Sony PlayStation 5 Pro

He meant the splitting of CUs between PSSR and rendering. Assuming PSSR is done on the shader core, there wouldn’t be a rationing of cores.

Isn't that exactly how it would function though? If the additional 24CU's, at present, are being used like DLSS tensor cores, what's to stop using e.g. 44 for rendering and 16 for lower quality PSSR?
 
Isn't that exactly how it would function though? If the additional 24CU's, at present, are being used like DLSS tensor cores, what's to stop using e.g. 44 for rendering and 16 for lower quality PSSR?
Usually, GPU designs don't have variance from CU to CU, they are all identical to each other.

What they are most probably doing is using the new WMMA INT8 RDNA4 feature that's distributed across all compute units.
 
Usually, GPU designs don't have variance from CU to CU, they are all identical to each other.

What they are most probably doing is using the new WMMA INT8 RDNA4 feature that's distributed across all compute units.

But if we were looking at all 60CU's being used for rendering in conjunction with them all being used for WMMA INT8, why have we generally just seen slightly improved versions of the base console's 60fps mode PSSR'd to 4K?

It suggests a ~36CU rendering budget is still in place and the remaining 24 are effectively used for PSSR.

I understand that all of the CU's will have the same capabilities, and I know it's not normal for GPU functionality to be segmented, but tensor cores run parallel with the rest of the GPU which is why I think we may be looking at a portion of the CU's being used exclusively for PSSR.

I don't think any segmentation will be set in stone, which is why I think there's scope for some games to have a 40CU rendering budget with a 20CU PSSR budget, or 50/10 etc.
 
But if we were looking at all 60CU's being used for rendering in conjunction with them all being used for WMMA INT8, why have we generally just seen slightly improved versions of the base console's 60fps mode PSSR'd to 4K?

It suggests a ~36CU rendering budget is still in place and the remaining 24 are effectively used for PSSR.

I understand that all of the CU's will have the same capabilities, and I know it's not normal for GPU functionality to be segmented, but tensor cores run parallel with the rest of the GPU which is why I think we may be looking at a portion of the CU's being used exclusively for PSSR.

I don't think any segmentation will be set in stone, which is why I think there's scope for some games to have a 40CU rendering budget with a 20CU PSSR budget, or 50/10 etc.
I would venture PSSR being run on the shader core is precisely why we see so little improvement outside of the quality of reconstruction.

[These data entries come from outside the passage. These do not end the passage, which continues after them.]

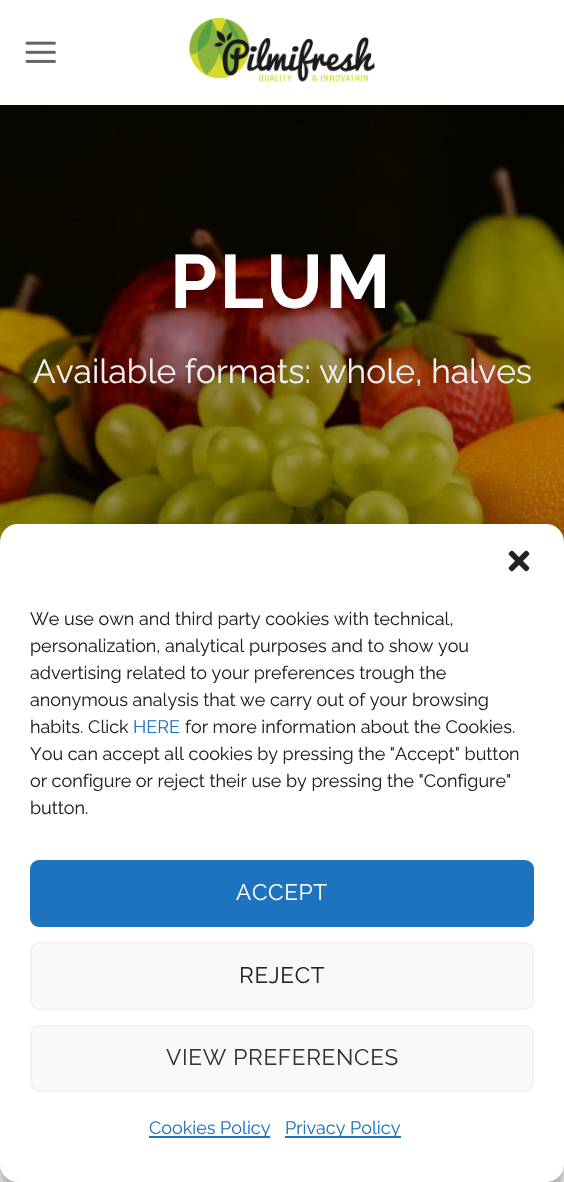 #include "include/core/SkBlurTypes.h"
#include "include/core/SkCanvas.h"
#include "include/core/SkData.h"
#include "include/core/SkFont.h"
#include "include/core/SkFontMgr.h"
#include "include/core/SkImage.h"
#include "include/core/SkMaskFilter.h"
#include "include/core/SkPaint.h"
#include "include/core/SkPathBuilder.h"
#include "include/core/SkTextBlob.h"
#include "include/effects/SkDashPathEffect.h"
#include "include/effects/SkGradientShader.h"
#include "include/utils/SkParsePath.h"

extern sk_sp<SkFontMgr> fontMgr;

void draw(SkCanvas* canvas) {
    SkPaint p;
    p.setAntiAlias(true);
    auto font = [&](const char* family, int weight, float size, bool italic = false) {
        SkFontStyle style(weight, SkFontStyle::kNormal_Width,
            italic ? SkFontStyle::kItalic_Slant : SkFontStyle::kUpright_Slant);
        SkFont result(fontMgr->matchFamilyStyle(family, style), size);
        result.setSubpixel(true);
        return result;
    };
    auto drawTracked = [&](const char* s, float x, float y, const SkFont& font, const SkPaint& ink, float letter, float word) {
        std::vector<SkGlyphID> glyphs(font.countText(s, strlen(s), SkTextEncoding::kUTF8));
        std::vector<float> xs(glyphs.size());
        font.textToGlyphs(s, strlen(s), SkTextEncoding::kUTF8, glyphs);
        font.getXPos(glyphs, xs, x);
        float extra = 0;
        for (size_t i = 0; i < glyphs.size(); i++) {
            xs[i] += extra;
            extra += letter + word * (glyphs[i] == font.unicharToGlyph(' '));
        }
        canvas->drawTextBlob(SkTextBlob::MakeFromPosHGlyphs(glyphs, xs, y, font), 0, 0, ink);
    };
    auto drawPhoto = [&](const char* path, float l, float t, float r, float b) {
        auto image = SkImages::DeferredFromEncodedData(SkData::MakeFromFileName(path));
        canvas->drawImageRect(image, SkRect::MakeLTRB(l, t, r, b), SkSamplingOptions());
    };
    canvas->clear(0xFFFFFFFF);
    drawPhoto("media/1.png", 25, 41, 56, 63);
    drawPhoto("media/2.png", 189, 17, 375, 82);
    drawPhoto("media/3.png", 0, 105, 564, 542);
    auto font1 = font("Raleway", 700, 75.5f);
    p.setColor(0xFFFFFFFF);
    drawTracked("PLUM", 170, 308, font1, p, 2.5f, 0);
    auto font2 = font("Raleway", 400, 33.6f);
    p.setColor(0xFFF1F1F1);
    canvas->drawString("Available formats: whole, halves", 33, 383, font2, p);
    p.setColor(0x3B000000);
    p.setMaskFilter(SkMaskFilter::MakeBlur(kNormal_SkBlurStyle, 4.5f));
    canvas->drawRoundRect(SkRect::MakeLTRB(0, 533, 564, 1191), 18, 18, p);
    p.setMaskFilter(nullptr);
    p.setColor(0x30000000);
    p.setMaskFilter(SkMaskFilter::MakeBlur(kNormal_SkBlurStyle, 15));
    canvas->drawRoundRect(SkRect::MakeLTRB(0, 539, 564, 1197), 18, 18, p);
    p.setMaskFilter(nullptr);
    p.setColor(0xFFFFFFFF);
    canvas->drawRoundRect(SkRect::MakeLTRB(0, 524, 564, 1182), 18, 18, p);
    drawPhoto("media/4.png", 508, 550, 530, 572);
    auto font3 = font("Raleway", 400, 18);
    p.setColor(0xFF222222);
    {
        const struct { const char* s; float x, y; } items[] = {
            {"We use own and third party cookies with technical,", 30, 625},
            {"personalization, analytical purposes and to show you", 30, 652},
            {"advertising related to your preferences trough the", 30, 679},
            {"anonymous analysis that we carry out of your browsing", 30, 706},
            {"habits. Click", 30, 733},
        };
        for (auto [s, x, y] : items) {
            canvas->drawString(s, x, y, font3, p);
        }
    }
    p.setColor(0xFF1E73BE);
    canvas->drawString("HERE", 133, 733, font3, p);
    p.setColor(0xFF222222);
    {
        const struct { const char* s; float x, y; } items[] = {
            {"for more information about the Cookies.", 185, 733},
            {"You can accept all cookies by pressing the \"Accept\" button", 30, 760},
            {"or configure or reject their use by pressing the \"Configure\"", 30, 787},
            {"button.", 30, 814},
        };
        for (auto [s, x, y] : items) {
            canvas->drawString(s, x, y, font3, p);
        }
    }
    p.setColor(0xFF1E73BE);
    canvas->drawRoundRect(SkRect::MakeLTRB(31, 861, 533, 926), 8, 8, p);
    p.setStyle(SkPaint::kStroke_Style);
    p.setStrokeWidth(2);
    canvas->drawRoundRect(SkRect::MakeLTRB(31, 861, 533, 926), 8, 8, p);
    auto font4 = font("Raleway", 400, 22.5f);
    p.setStyle(SkPaint::kFill_Style);
    p.setColor(0xFFFFFFFF);
    drawTracked("ACCEPT", 236, 900, font4, p, 0.7f, 0);
    p.setColor(0xFFF9F9F9);
    canvas->drawRoundRect(SkRect::MakeLTRB(31, 943, 533, 1009), 8, 8, p);
    p.setStyle(SkPaint::kStroke_Style);
    p.setColor(0xFFF2F2F2);
    canvas->drawRoundRect(SkRect::MakeLTRB(31, 943, 533, 1009), 8, 8, p);
    p.setStyle(SkPaint::kFill_Style);
    p.setColor(0xFF222222);
    drawTracked("REJECT", 239, 983, font4, p, 0.7f, 0);
    p.setColor(0xFFF9F9F9);
    canvas->drawRoundRect(SkRect::MakeLTRB(31, 1026, 533, 1091), 8, 8, p);
    p.setStyle(SkPaint::kStroke_Style);
    p.setColor(0xFFF2F2F2);
    canvas->drawRoundRect(SkRect::MakeLTRB(31, 1026, 533, 1091), 8, 8, p);
    p.setStyle(SkPaint::kFill_Style);
    p.setColor(0xFF333333);
    drawTracked("VIEW PREFERENCES", 166, 1065, font4, p, 0.7f, 0);
    p.setColor(0xFF1E73BE);
    canvas->drawRect(SkRect::MakeLTRB(149, 1136, 270, 1138), p);
    canvas->drawString("Cookies Policy", 149, 1134, font3, p);
    canvas->drawRect(SkRect::MakeLTRB(285, 1136, 401, 1138), p);
    canvas->drawString("Privacy Policy", 285, 1134, font3, p);
}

PSSR is probably quite heavy without dedicated cores like Nvidia has. The 60 CUs would be used for rendering as well as PSSR. I would think it's likely that the PSSR calculations would be run on all the cores at once given how potentially bandwidth heavy it is.

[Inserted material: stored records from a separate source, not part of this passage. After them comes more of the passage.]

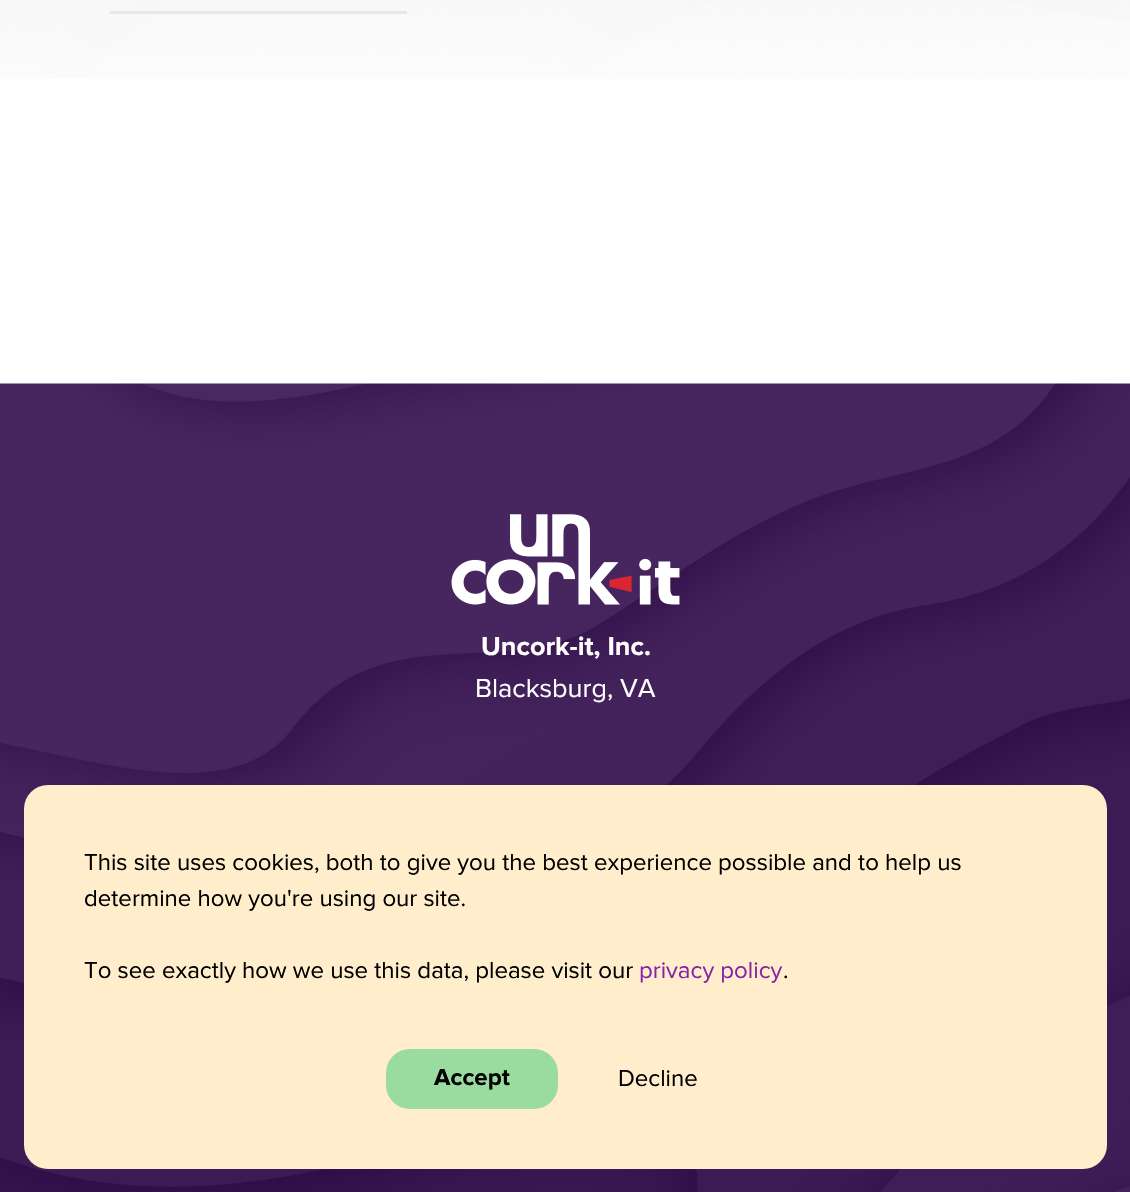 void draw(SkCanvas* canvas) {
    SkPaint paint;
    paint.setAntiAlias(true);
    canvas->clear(0xFFFFFFFF);
    canvas->drawImageRect(SkImages::DeferredFromEncodedData(SkData::MakeFromFileName("img1.png")), SkRect::MakeXYWH(0, 0, 1130, 79), SkSamplingOptions());
    paint.setColor(0xFFE5E7EB);
    canvas->drawRect(SkRect::MakeXYWH(110, 11, 297, 3), paint);
    canvas->drawImageRect(SkImages::DeferredFromEncodedData(SkData::MakeFromFileName("img2.png")), SkRect::MakeXYWH(0, 383, 1130, 809), SkSamplingOptions());
    canvas->drawImageRect(SkImages::DeferredFromEncodedData(SkData::MakeFromFileName("img3.png")), SkRect::MakeXYWH(451, 514, 229, 91), SkSamplingOptions());
    SkFont font1(fontMgr->matchFamilyStyle("Proxima Nova", SkFontStyle::Bold()), 27);
    font1.setSubpixel(true);
    paint.setColor(0xFFFFFFFF);
    canvas->drawString("Uncork-it, Inc.", 481, 655, font1, paint);
    SkFont font2(fontMgr->matchFamilyStyle("Proxima Nova", SkFontStyle::Normal()), 27);
    font2.setSubpixel(true);
    canvas->drawString("Blacksburg, VA", 475, 697, font2, paint);
    paint.setColor(0xFFFFEDCC);
    canvas->drawRoundRect(SkRect::MakeXYWH(24, 785, 1083, 384), 24, 24, paint);
    SkFont font3(fontMgr->matchFamilyStyle("Proxima Nova", SkFontStyle::Normal()), 24);
    font3.setSubpixel(true);
    paint.setColor(0xFF000000);
    canvas->drawString("This site uses cookies, both to give you the best experience possible and to help us", 84, 870, font3, paint);
    canvas->drawString("determine how you're using our site.", 84, 906, font3, paint);
    canvas->drawString("To see exactly how we use this data, please visit our", 84, 978, font3, paint);
    paint.setColor(0xFF8524A8);
    canvas->drawString("privacy policy", 639, 978, font3, paint);
    paint.setColor(0xFF000000);
    canvas->drawString(".", 783, 978, font3, paint);
    paint.setColor(0xFF9ADB9F);
    canvas->drawRoundRect(SkRect::MakeXYWH(386, 1049, 172, 60), 24, 24, paint);
    SkFont font4(fontMgr->matchFamilyStyle("Proxima Nova", SkFontStyle::Bold()), 24);
    font4.setSubpixel(true);
    paint.setColor(0xFF000000);
    canvas->drawString("Accept", 434, 1085, font4, paint);
    canvas->drawString("Decline", 618, 1086, font3, paint);
}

I doubt Sony will reveal the hardware specifics at all so we will probably have to wait for someone to dissect the hardware and give us a breakdown on whether or not there are dedicated cores.
 
But if we were looking at all 60CU's being used for rendering in conjunction with them all being used for WMMA INT8, why have we generally just seen slightly improved versions of the base console's 60fps mode PSSR'd to 4K?

It suggests a ~36CU rendering budget is still in place and the remaining 24 are effectively used for PSSR.

I understand that all of the CU's will have the same capabilities, and I know it's not normal for GPU functionality to be segmented, but tensor cores run parallel with the rest of the GPU which is why I think we may be looking at a portion of the CU's being used exclusively for PSSR.

I don't think any segmentation will be set in stone, which is why I think there's scope for some games to have a 40CU rendering budget with a 20CU PSSR budget, or 50/10 etc.
No. PSSR takes 2ms of 16.6ms time to resolve a 1080p image to 4K and it uses all CUs (and the new WMMA INT8 from RDNA4) for that.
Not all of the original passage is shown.